Collected data:
___

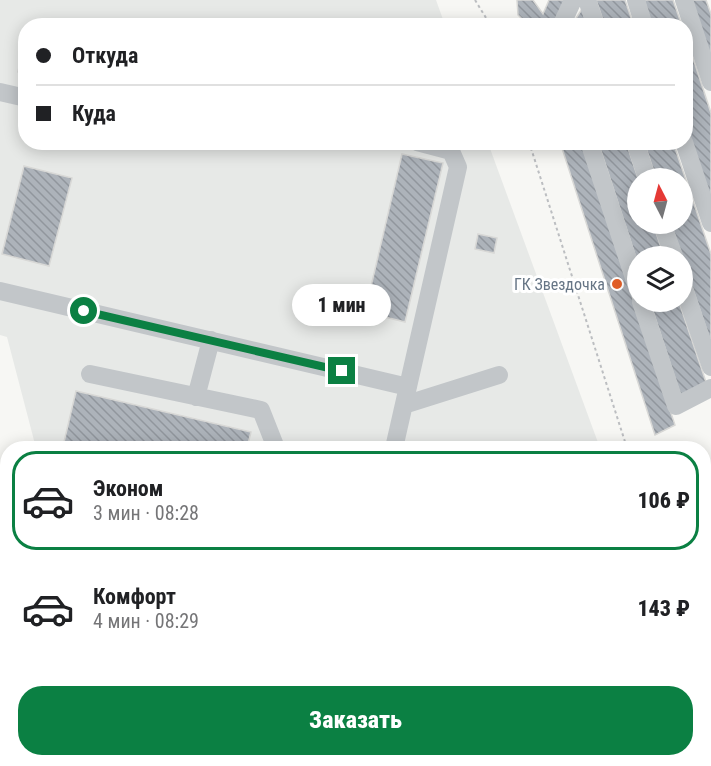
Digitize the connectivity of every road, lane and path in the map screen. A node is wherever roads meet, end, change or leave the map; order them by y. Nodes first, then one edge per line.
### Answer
1 (475, 0) edge
2 (573, 0) edge
3 (587, 0) edge
4 (636, 0) edge
5 (684, 0) edge
6 (486, 18) edge
7 (565, 18) edge
8 (593, 18) edge
9 (642, 18) edge
10 (690, 18) edge
11 (693, 27) edge
12 (711, 82) edge
13 (0, 92) edge
14 (18, 96) edge
15 (447, 150) edge
16 (531, 150) edge
17 (592, 150) edge
18 (638, 150) edge
19 (687, 150) edge
20 (644, 168) edge
21 (711, 223) edge
22 (627, 257) edge
23 (0, 291) edge
24 (644, 312) edge
25 (692, 312) edge
26 (211, 340) junction
27 (711, 367) edge
28 (90, 374) dead end
29 (499, 375) dead end
30 (408, 387) junction
31 (711, 388) edge
32 (196, 397) junction
33 (404, 405) junction
34 (273, 441) edge
35 (396, 441) edge
36 (625, 441) edge

1 - 6 path
2 - 7 street
3 - 8 street
4 - 9 street
5 - 10 street
11 - 12 street
13 - 14 street
15 - 30 street
16 - 36 path
17 - 22 street
18 - 20 street
19 - 21 street
23 - 26 street
24 - 31 street
25 - 27 street
26 - 30 street
26 - 32 street
28 - 32 street
29 - 33 street
30 - 33 street
32 - 34 street
33 - 35 street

___

Your task - Full transcription without images: please go through the records and repeat them exactly.

Exercise result -
Digitize the connectivity of every road, lane and path in the map screen. A node is wherever roads meet, end, change or leave the map; order them by y. Nodes first, then one edge per line.
### Answer
1 (475, 0) edge
2 (573, 0) edge
3 (587, 0) edge
4 (636, 0) edge
5 (684, 0) edge
6 (486, 18) edge
7 (565, 18) edge
8 (593, 18) edge
9 (642, 18) edge
10 (690, 18) edge
11 (693, 27) edge
12 (711, 82) edge
13 (0, 92) edge
14 (18, 96) edge
15 (447, 150) edge
16 (531, 150) edge
17 (592, 150) edge
18 (638, 150) edge
19 (687, 150) edge
20 (644, 168) edge
21 (711, 223) edge
22 (627, 257) edge
23 (0, 291) edge
24 (644, 312) edge
25 (692, 312) edge
26 (211, 340) junction
27 (711, 367) edge
28 (90, 374) dead end
29 (499, 375) dead end
30 (408, 387) junction
31 (711, 388) edge
32 (196, 397) junction
33 (404, 405) junction
34 (273, 441) edge
35 (396, 441) edge
36 (625, 441) edge

1 - 6 path
2 - 7 street
3 - 8 street
4 - 9 street
5 - 10 street
11 - 12 street
13 - 14 street
15 - 30 street
16 - 36 path
17 - 22 street
18 - 20 street
19 - 21 street
23 - 26 street
24 - 31 street
25 - 27 street
26 - 30 street
26 - 32 street
28 - 32 street
29 - 33 street
30 - 33 street
32 - 34 street
33 - 35 street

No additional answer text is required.